AIM OF THE TASK:
Whenever a line of the data below holds the string "their", copy that line.
INFORMATION SHOWN Block Start
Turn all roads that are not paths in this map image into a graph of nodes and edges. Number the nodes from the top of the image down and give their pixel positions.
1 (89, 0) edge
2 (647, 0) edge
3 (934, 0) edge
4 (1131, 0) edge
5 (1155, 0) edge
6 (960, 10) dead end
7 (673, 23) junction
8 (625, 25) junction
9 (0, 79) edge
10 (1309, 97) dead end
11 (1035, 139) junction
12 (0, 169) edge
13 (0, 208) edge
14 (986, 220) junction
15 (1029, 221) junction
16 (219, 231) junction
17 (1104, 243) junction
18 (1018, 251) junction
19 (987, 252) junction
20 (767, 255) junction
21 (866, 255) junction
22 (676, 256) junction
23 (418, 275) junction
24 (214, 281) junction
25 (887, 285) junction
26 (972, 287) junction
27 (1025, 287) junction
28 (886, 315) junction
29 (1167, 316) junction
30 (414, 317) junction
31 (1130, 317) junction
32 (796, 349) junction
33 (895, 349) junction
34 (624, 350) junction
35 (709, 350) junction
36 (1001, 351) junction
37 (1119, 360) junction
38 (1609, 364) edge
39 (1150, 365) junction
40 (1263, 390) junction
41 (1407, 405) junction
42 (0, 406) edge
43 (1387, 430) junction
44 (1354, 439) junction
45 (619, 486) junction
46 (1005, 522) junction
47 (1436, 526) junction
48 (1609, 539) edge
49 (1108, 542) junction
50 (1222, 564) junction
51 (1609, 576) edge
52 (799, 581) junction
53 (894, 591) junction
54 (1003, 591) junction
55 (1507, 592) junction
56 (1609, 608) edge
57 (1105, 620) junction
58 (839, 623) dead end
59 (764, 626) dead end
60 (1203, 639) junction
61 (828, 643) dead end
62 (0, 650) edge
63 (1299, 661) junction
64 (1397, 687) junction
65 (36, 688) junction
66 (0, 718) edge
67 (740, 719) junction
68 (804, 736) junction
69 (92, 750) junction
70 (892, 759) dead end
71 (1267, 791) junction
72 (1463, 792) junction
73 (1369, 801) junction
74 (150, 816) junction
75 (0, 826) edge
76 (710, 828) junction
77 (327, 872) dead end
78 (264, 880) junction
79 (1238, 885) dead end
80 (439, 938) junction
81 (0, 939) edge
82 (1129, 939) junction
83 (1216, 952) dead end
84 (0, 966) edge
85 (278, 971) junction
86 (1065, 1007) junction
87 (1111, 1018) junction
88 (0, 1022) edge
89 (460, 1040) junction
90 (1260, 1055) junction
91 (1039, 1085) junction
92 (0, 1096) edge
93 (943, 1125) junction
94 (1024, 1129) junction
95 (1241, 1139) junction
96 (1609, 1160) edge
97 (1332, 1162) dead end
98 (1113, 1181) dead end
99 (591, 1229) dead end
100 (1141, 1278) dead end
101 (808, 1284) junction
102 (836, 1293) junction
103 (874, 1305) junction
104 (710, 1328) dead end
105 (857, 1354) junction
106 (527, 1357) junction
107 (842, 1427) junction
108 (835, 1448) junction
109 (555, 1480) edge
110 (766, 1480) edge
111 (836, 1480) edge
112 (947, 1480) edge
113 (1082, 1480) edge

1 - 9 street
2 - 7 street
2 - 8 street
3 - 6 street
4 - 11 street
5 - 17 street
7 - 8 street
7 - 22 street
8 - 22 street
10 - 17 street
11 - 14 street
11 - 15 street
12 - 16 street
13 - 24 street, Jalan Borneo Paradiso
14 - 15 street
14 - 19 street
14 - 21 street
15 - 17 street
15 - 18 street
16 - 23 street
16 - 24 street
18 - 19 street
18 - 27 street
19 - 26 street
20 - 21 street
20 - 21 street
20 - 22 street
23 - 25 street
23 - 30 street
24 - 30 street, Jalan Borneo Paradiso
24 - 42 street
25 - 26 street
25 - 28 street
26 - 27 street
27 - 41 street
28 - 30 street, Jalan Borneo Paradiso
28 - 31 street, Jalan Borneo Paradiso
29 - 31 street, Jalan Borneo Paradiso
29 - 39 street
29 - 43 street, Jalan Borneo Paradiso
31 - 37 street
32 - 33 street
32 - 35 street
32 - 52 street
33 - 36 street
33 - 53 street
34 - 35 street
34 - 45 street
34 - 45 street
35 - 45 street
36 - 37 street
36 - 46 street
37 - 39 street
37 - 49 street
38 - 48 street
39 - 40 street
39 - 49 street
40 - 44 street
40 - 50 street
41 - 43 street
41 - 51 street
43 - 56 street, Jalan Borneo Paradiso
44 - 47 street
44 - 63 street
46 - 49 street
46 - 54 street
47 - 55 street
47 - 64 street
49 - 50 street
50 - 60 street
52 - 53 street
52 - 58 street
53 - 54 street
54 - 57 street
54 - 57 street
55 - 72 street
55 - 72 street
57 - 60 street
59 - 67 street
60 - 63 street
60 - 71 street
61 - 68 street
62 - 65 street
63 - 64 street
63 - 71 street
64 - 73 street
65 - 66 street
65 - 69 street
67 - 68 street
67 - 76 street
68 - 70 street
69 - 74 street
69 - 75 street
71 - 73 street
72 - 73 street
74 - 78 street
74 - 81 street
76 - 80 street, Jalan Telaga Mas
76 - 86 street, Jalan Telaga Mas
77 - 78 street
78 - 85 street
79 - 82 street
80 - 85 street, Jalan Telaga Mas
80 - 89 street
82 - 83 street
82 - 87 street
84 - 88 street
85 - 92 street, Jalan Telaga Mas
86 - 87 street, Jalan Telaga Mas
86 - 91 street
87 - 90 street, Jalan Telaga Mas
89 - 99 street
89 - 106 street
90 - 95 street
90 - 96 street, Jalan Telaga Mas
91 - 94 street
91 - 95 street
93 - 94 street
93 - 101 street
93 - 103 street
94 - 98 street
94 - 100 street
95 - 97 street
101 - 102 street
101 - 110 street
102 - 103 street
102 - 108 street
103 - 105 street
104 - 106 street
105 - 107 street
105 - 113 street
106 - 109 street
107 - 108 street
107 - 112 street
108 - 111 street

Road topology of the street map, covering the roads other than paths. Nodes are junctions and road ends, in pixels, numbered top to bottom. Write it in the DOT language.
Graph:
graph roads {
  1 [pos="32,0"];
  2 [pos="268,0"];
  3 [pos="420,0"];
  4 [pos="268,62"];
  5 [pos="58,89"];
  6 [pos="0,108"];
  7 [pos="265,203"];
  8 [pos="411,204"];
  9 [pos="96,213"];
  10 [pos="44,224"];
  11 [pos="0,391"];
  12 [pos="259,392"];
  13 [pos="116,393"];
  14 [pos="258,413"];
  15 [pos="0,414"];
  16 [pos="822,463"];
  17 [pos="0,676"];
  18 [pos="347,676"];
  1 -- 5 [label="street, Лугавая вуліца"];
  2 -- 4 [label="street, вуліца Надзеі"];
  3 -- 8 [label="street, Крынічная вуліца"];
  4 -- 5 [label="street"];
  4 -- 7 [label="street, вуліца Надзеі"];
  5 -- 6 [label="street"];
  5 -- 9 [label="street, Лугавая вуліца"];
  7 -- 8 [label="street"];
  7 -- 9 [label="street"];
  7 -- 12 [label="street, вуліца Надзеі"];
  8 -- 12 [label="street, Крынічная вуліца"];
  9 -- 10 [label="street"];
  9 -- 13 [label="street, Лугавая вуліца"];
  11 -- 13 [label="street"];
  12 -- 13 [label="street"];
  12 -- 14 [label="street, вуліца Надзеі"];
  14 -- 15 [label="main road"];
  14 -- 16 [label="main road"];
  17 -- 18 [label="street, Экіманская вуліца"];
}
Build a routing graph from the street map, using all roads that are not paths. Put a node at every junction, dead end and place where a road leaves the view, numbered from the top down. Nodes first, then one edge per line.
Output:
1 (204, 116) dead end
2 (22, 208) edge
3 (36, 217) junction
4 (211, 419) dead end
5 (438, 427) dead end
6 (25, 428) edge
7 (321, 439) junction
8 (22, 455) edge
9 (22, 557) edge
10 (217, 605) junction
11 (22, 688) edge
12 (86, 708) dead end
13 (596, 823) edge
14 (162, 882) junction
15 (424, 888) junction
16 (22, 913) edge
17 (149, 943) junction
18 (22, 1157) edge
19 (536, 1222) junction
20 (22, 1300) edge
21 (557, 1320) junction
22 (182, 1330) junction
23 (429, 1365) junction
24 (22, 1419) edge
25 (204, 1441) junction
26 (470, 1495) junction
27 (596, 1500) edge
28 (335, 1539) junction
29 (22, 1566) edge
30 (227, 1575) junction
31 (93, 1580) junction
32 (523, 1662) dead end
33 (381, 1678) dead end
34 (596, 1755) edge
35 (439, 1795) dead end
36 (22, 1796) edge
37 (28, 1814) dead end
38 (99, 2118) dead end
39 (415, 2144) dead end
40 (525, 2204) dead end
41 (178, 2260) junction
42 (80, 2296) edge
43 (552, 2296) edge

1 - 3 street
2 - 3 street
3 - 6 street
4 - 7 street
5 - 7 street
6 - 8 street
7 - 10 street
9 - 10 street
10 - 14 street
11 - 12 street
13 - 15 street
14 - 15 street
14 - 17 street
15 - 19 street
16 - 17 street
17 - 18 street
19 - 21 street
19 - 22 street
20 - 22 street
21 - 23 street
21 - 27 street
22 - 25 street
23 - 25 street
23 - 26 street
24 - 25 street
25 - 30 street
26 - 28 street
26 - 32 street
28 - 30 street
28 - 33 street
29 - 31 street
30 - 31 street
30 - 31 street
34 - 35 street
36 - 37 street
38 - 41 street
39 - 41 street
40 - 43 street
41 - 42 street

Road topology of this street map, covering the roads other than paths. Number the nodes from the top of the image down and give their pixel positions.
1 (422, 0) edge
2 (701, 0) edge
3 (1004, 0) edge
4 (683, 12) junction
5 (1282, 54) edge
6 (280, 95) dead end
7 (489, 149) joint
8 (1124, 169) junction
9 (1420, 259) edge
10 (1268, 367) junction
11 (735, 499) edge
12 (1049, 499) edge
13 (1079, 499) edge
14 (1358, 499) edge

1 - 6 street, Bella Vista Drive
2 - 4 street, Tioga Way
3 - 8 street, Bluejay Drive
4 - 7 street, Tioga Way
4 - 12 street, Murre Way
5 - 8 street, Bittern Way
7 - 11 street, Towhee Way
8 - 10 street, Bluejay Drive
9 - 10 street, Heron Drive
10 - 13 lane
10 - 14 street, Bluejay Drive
INFORMATION SHOWN Block End
YOUR RESPONSE:
Turn all roads that are not paths in this map image into a graph of nodes and edges. Number the nodes from the top of the image down and give their pixel positions.
Road topology of this street map, covering the roads other than paths. Number the nodes from the top of the image down and give their pixel positions.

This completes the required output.